» Aim of the exercise
Every entry that follows should be reproduced exactly.

[[ Dataset records, beginning ]]

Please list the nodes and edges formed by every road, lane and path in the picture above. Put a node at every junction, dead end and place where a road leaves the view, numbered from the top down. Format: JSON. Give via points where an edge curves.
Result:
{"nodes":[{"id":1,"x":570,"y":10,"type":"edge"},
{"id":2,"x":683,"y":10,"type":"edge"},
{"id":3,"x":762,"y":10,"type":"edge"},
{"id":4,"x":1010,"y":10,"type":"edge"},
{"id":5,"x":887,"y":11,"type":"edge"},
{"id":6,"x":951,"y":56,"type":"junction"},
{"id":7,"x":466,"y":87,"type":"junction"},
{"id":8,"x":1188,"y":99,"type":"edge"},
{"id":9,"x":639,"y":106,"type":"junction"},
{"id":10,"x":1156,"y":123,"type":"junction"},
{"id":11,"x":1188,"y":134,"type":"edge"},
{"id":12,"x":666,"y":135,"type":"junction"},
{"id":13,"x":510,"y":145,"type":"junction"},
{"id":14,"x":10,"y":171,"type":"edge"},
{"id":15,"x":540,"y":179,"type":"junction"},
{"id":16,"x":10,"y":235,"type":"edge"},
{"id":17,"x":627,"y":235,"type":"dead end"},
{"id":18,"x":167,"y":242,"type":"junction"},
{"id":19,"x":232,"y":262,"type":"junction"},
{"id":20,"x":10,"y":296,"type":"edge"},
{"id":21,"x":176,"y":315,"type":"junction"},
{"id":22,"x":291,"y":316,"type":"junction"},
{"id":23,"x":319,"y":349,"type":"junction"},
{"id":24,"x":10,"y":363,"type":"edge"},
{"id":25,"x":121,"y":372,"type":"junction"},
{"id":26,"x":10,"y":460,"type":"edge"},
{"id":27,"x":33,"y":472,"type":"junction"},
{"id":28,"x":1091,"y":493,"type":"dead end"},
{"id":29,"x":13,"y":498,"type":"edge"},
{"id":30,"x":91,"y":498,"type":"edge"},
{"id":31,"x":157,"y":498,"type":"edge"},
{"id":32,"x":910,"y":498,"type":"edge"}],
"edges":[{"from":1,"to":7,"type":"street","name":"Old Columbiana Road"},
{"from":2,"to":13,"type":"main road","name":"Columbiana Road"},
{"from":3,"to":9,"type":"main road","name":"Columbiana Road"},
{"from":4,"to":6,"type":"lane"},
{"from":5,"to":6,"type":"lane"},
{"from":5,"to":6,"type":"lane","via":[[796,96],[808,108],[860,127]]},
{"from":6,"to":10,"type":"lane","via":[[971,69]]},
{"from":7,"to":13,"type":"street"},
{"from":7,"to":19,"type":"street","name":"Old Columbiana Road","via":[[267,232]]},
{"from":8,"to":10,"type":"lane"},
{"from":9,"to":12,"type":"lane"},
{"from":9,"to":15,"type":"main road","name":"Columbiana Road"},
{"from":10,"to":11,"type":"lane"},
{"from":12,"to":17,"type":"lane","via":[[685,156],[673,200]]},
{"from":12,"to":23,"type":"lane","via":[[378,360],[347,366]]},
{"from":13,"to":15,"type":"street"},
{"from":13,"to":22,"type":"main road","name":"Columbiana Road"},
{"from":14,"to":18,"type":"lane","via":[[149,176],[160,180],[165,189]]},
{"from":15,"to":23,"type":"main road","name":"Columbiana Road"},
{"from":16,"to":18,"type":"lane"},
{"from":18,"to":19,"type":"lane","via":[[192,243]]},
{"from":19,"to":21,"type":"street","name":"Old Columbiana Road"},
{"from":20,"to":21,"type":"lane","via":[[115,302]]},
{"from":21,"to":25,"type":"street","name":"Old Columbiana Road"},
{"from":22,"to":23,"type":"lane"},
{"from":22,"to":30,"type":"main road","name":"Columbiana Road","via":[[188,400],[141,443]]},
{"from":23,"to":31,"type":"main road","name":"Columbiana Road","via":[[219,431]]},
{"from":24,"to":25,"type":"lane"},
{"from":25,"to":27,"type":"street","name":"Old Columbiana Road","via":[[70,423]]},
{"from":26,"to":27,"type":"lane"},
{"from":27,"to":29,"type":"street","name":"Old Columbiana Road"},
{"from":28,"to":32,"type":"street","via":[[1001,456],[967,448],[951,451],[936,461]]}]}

[[ Dataset records, end ]]

» Written answer
Please list the nodes and edges formed by every road, lane and path in the picture above. Put a node at every junction, dead end and place where a road leaves the view, numbered from the top down. Format: JSON. Give via points where an edge curves.
Result:
{"nodes":[{"id":1,"x":570,"y":10,"type":"edge"},
{"id":2,"x":683,"y":10,"type":"edge"},
{"id":3,"x":762,"y":10,"type":"edge"},
{"id":4,"x":1010,"y":10,"type":"edge"},
{"id":5,"x":887,"y":11,"type":"edge"},
{"id":6,"x":951,"y":56,"type":"junction"},
{"id":7,"x":466,"y":87,"type":"junction"},
{"id":8,"x":1188,"y":99,"type":"edge"},
{"id":9,"x":639,"y":106,"type":"junction"},
{"id":10,"x":1156,"y":123,"type":"junction"},
{"id":11,"x":1188,"y":134,"type":"edge"},
{"id":12,"x":666,"y":135,"type":"junction"},
{"id":13,"x":510,"y":145,"type":"junction"},
{"id":14,"x":10,"y":171,"type":"edge"},
{"id":15,"x":540,"y":179,"type":"junction"},
{"id":16,"x":10,"y":235,"type":"edge"},
{"id":17,"x":627,"y":235,"type":"dead end"},
{"id":18,"x":167,"y":242,"type":"junction"},
{"id":19,"x":232,"y":262,"type":"junction"},
{"id":20,"x":10,"y":296,"type":"edge"},
{"id":21,"x":176,"y":315,"type":"junction"},
{"id":22,"x":291,"y":316,"type":"junction"},
{"id":23,"x":319,"y":349,"type":"junction"},
{"id":24,"x":10,"y":363,"type":"edge"},
{"id":25,"x":121,"y":372,"type":"junction"},
{"id":26,"x":10,"y":460,"type":"edge"},
{"id":27,"x":33,"y":472,"type":"junction"},
{"id":28,"x":1091,"y":493,"type":"dead end"},
{"id":29,"x":13,"y":498,"type":"edge"},
{"id":30,"x":91,"y":498,"type":"edge"},
{"id":31,"x":157,"y":498,"type":"edge"},
{"id":32,"x":910,"y":498,"type":"edge"}],
"edges":[{"from":1,"to":7,"type":"street","name":"Old Columbiana Road"},
{"from":2,"to":13,"type":"main road","name":"Columbiana Road"},
{"from":3,"to":9,"type":"main road","name":"Columbiana Road"},
{"from":4,"to":6,"type":"lane"},
{"from":5,"to":6,"type":"lane"},
{"from":5,"to":6,"type":"lane","via":[[796,96],[808,108],[860,127]]},
{"from":6,"to":10,"type":"lane","via":[[971,69]]},
{"from":7,"to":13,"type":"street"},
{"from":7,"to":19,"type":"street","name":"Old Columbiana Road","via":[[267,232]]},
{"from":8,"to":10,"type":"lane"},
{"from":9,"to":12,"type":"lane"},
{"from":9,"to":15,"type":"main road","name":"Columbiana Road"},
{"from":10,"to":11,"type":"lane"},
{"from":12,"to":17,"type":"lane","via":[[685,156],[673,200]]},
{"from":12,"to":23,"type":"lane","via":[[378,360],[347,366]]},
{"from":13,"to":15,"type":"street"},
{"from":13,"to":22,"type":"main road","name":"Columbiana Road"},
{"from":14,"to":18,"type":"lane","via":[[149,176],[160,180],[165,189]]},
{"from":15,"to":23,"type":"main road","name":"Columbiana Road"},
{"from":16,"to":18,"type":"lane"},
{"from":18,"to":19,"type":"lane","via":[[192,243]]},
{"from":19,"to":21,"type":"street","name":"Old Columbiana Road"},
{"from":20,"to":21,"type":"lane","via":[[115,302]]},
{"from":21,"to":25,"type":"street","name":"Old Columbiana Road"},
{"from":22,"to":23,"type":"lane"},
{"from":22,"to":30,"type":"main road","name":"Columbiana Road","via":[[188,400],[141,443]]},
{"from":23,"to":31,"type":"main road","name":"Columbiana Road","via":[[219,431]]},
{"from":24,"to":25,"type":"lane"},
{"from":25,"to":27,"type":"street","name":"Old Columbiana Road","via":[[70,423]]},
{"from":26,"to":27,"type":"lane"},
{"from":27,"to":29,"type":"street","name":"Old Columbiana Road"},
{"from":28,"to":32,"type":"street","via":[[1001,456],[967,448],[951,451],[936,461]]}]}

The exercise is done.